WHAT YOU WILL DO: Each line of the records that holds the word "子母口新道" should be copied out.

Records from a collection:
○ ○ ○ ○

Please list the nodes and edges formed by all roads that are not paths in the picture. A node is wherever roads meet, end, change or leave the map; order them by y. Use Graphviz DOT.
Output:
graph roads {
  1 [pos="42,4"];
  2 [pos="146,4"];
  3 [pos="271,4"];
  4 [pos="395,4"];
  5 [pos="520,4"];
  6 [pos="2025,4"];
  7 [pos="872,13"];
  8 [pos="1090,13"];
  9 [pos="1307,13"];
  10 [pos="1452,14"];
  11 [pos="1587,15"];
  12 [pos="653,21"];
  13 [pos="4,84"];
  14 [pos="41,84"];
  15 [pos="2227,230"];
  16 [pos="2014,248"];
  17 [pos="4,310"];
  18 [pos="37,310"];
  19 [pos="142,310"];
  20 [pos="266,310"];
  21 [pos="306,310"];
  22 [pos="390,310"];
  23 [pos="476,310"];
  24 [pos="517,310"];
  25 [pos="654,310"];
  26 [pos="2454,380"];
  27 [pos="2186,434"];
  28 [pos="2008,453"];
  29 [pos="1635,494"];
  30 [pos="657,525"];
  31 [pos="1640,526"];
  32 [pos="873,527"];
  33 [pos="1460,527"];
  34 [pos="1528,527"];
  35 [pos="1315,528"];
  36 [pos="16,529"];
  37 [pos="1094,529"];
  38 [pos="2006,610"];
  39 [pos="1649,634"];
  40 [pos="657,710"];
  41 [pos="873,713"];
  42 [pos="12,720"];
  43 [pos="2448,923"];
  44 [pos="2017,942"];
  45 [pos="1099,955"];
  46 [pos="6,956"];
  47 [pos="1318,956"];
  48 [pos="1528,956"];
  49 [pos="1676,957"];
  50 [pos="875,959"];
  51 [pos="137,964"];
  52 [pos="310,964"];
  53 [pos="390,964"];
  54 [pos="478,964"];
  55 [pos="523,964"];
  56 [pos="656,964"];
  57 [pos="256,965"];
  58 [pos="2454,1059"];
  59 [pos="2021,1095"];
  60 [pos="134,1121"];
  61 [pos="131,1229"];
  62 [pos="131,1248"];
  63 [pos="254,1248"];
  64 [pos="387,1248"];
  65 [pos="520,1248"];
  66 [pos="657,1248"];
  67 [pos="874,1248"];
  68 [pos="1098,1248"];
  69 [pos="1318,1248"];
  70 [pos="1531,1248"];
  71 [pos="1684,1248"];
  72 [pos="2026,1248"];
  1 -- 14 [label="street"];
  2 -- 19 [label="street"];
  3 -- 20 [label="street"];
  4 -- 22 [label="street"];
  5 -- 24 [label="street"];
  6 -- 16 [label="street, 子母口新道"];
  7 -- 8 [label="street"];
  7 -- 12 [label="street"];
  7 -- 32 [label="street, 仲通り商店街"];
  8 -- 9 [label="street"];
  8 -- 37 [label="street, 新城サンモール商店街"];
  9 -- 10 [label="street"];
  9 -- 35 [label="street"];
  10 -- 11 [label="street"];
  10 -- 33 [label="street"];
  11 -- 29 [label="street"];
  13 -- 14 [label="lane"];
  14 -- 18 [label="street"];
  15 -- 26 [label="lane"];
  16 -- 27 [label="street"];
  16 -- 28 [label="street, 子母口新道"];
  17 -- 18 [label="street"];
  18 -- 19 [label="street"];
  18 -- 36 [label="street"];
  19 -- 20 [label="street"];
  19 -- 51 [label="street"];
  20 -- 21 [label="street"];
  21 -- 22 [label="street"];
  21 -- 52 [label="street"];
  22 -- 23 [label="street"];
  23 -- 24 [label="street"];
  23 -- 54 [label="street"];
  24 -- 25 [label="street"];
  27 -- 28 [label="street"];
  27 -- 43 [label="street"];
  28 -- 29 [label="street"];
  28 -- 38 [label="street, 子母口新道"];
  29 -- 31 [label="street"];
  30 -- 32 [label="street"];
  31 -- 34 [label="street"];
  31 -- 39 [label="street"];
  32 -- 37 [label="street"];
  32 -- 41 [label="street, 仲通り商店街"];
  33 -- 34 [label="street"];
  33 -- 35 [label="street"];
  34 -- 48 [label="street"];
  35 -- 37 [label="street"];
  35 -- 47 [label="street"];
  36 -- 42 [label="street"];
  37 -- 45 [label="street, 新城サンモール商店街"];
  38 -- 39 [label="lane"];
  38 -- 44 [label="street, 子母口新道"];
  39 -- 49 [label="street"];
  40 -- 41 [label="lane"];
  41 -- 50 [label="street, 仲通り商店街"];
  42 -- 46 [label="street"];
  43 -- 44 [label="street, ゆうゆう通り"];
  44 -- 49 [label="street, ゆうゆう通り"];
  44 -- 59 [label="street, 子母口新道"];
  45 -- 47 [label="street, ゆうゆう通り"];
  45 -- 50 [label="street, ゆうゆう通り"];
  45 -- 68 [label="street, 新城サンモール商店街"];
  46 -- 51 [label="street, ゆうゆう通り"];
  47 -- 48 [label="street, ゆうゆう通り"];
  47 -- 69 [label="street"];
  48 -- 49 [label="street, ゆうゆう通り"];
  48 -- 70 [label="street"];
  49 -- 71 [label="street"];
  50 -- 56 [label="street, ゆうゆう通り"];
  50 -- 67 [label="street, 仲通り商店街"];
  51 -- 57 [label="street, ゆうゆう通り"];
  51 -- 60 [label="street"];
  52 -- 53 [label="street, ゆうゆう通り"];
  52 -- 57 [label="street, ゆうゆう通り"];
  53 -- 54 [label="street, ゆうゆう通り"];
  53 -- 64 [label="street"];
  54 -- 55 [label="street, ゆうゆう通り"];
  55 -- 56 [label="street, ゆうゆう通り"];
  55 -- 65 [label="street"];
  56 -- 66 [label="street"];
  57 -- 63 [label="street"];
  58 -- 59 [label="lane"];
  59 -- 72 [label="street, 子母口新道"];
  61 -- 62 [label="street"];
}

○ ○ ○ ○

ANSWER SECTION:
  6 -- 16 [label="street, 子母口新道"];
  16 -- 28 [label="street, 子母口新道"];
  28 -- 38 [label="street, 子母口新道"];
  38 -- 44 [label="street, 子母口新道"];
  44 -- 59 [label="street, 子母口新道"];
  59 -- 72 [label="street, 子母口新道"];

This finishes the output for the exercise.